- _AIM OF THE EXERCISE_:
Please keep the images out and set down the data exactly as given.

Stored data
- Opening Delimiter -

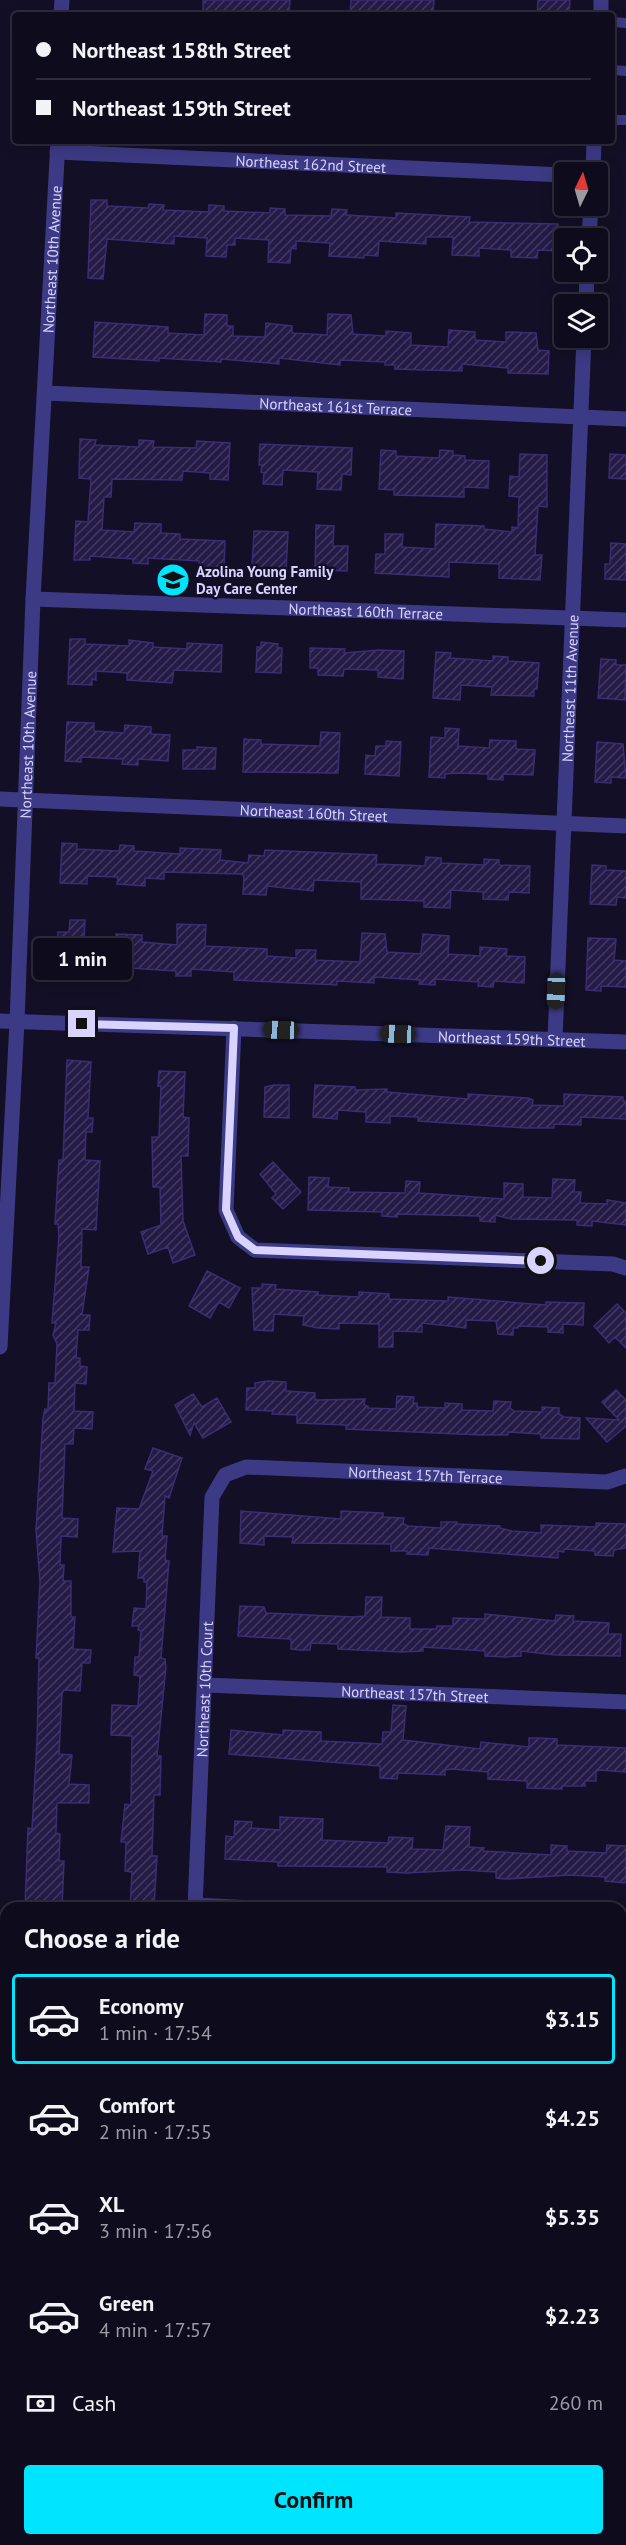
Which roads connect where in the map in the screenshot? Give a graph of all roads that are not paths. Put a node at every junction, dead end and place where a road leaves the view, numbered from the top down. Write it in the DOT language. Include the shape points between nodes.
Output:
graph roads {
  1 [pos="594,144"];
  2 [pos="58,147"];
  3 [pos="593,162"];
  4 [pos="554,174"];
  5 [pos="583,348"];
  6 [pos="45,393"];
  7 [pos="580,417"];
  8 [pos="626,419"];
  9 [pos="33,599"];
  10 [pos="571,617"];
  11 [pos="626,620"];
  12 [pos="0,799"];
  13 [pos="25,799"];
  14 [pos="563,824"];
  15 [pos="626,826"];
  16 [pos="0,1021"];
  17 [pos="17,1022"];
  18 [pos="234,1028"];
  19 [pos="555,1039"];
  20 [pos="626,1042"];
  21 [pos="3,1248"];
  22 [pos="626,1268"];
  23 [pos="0,1347"];
  24 [pos="225,1475"];
  25 [pos="626,1476"];
  26 [pos="205,1685"];
  27 [pos="626,1702"];
  28 [pos="195,1902"];
  1 -- 3 [label="street"];
  2 -- 4 [label="street, Northeast 162nd Street"];
  2 -- 6 [label="street, Northeast 10th Avenue"];
  5 -- 7 [label="street, Northeast 11th Avenue"];
  6 -- 7 [label="street, Northeast 161st Terrace"];
  6 -- 9 [label="street, Northeast 10th Avenue"];
  7 -- 8 [label="street, Northeast 161st Terrace"];
  7 -- 10 [label="street, Northeast 11th Avenue"];
  9 -- 10 [label="street, Northeast 160th Terrace"];
  9 -- 13 [label="street, Northeast 10th Avenue"];
  10 -- 11 [label="street, Northeast 160th Terrace"];
  10 -- 14 [label="street, Northeast 11th Avenue"];
  12 -- 13 [label="street, Northeast 160th Street"];
  13 -- 14 [label="street, Northeast 160th Street"];
  13 -- 17 [label="street, Northeast 10th Avenue"];
  14 -- 15 [label="street, Northeast 160th Street"];
  14 -- 19 [label="street, Northeast 11th Avenue"];
  16 -- 17 [label="street, Northeast 159th Street"];
  17 -- 18 [label="street, Northeast 159th Street"];
  17 -- 21 [label="street, Northeast 10th Avenue"];
  18 -- 19 [label="street, Northeast 159th Street"];
  18 -- 22 [label="street" via="226,1210 238,1237 255,1250 613,1264"];
  19 -- 20 [label="street, Northeast 159th Street"];
  21 -- 23 [label="street, Northeast 10th Avenue"];
  24 -- 25 [label="street, Northeast 157th Terrace" via="246,1467 607,1482"];
  24 -- 26 [label="street, Northeast 10th Court" via="212,1497"];
  26 -- 27 [label="street, Northeast 157th Street"];
  26 -- 28 [label="street, Northeast 10th Court"];
}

- Closing Delimiter -

- _COMPLETED TASK_:
Which roads connect where in the map in the screenshot? Give a graph of all roads that are not paths. Put a node at every junction, dead end and place where a road leaves the view, numbered from the top down. Write it in the DOT language. Include the shape points between nodes.
Output:
graph roads {
  1 [pos="594,144"];
  2 [pos="58,147"];
  3 [pos="593,162"];
  4 [pos="554,174"];
  5 [pos="583,348"];
  6 [pos="45,393"];
  7 [pos="580,417"];
  8 [pos="626,419"];
  9 [pos="33,599"];
  10 [pos="571,617"];
  11 [pos="626,620"];
  12 [pos="0,799"];
  13 [pos="25,799"];
  14 [pos="563,824"];
  15 [pos="626,826"];
  16 [pos="0,1021"];
  17 [pos="17,1022"];
  18 [pos="234,1028"];
  19 [pos="555,1039"];
  20 [pos="626,1042"];
  21 [pos="3,1248"];
  22 [pos="626,1268"];
  23 [pos="0,1347"];
  24 [pos="225,1475"];
  25 [pos="626,1476"];
  26 [pos="205,1685"];
  27 [pos="626,1702"];
  28 [pos="195,1902"];
  1 -- 3 [label="street"];
  2 -- 4 [label="street, Northeast 162nd Street"];
  2 -- 6 [label="street, Northeast 10th Avenue"];
  5 -- 7 [label="street, Northeast 11th Avenue"];
  6 -- 7 [label="street, Northeast 161st Terrace"];
  6 -- 9 [label="street, Northeast 10th Avenue"];
  7 -- 8 [label="street, Northeast 161st Terrace"];
  7 -- 10 [label="street, Northeast 11th Avenue"];
  9 -- 10 [label="street, Northeast 160th Terrace"];
  9 -- 13 [label="street, Northeast 10th Avenue"];
  10 -- 11 [label="street, Northeast 160th Terrace"];
  10 -- 14 [label="street, Northeast 11th Avenue"];
  12 -- 13 [label="street, Northeast 160th Street"];
  13 -- 14 [label="street, Northeast 160th Street"];
  13 -- 17 [label="street, Northeast 10th Avenue"];
  14 -- 15 [label="street, Northeast 160th Street"];
  14 -- 19 [label="street, Northeast 11th Avenue"];
  16 -- 17 [label="street, Northeast 159th Street"];
  17 -- 18 [label="street, Northeast 159th Street"];
  17 -- 21 [label="street, Northeast 10th Avenue"];
  18 -- 19 [label="street, Northeast 159th Street"];
  18 -- 22 [label="street" via="226,1210 238,1237 255,1250 613,1264"];
  19 -- 20 [label="street, Northeast 159th Street"];
  21 -- 23 [label="street, Northeast 10th Avenue"];
  24 -- 25 [label="street, Northeast 157th Terrace" via="246,1467 607,1482"];
  24 -- 26 [label="street, Northeast 10th Court" via="212,1497"];
  26 -- 27 [label="street, Northeast 157th Street"];
  26 -- 28 [label="street, Northeast 10th Court"];
}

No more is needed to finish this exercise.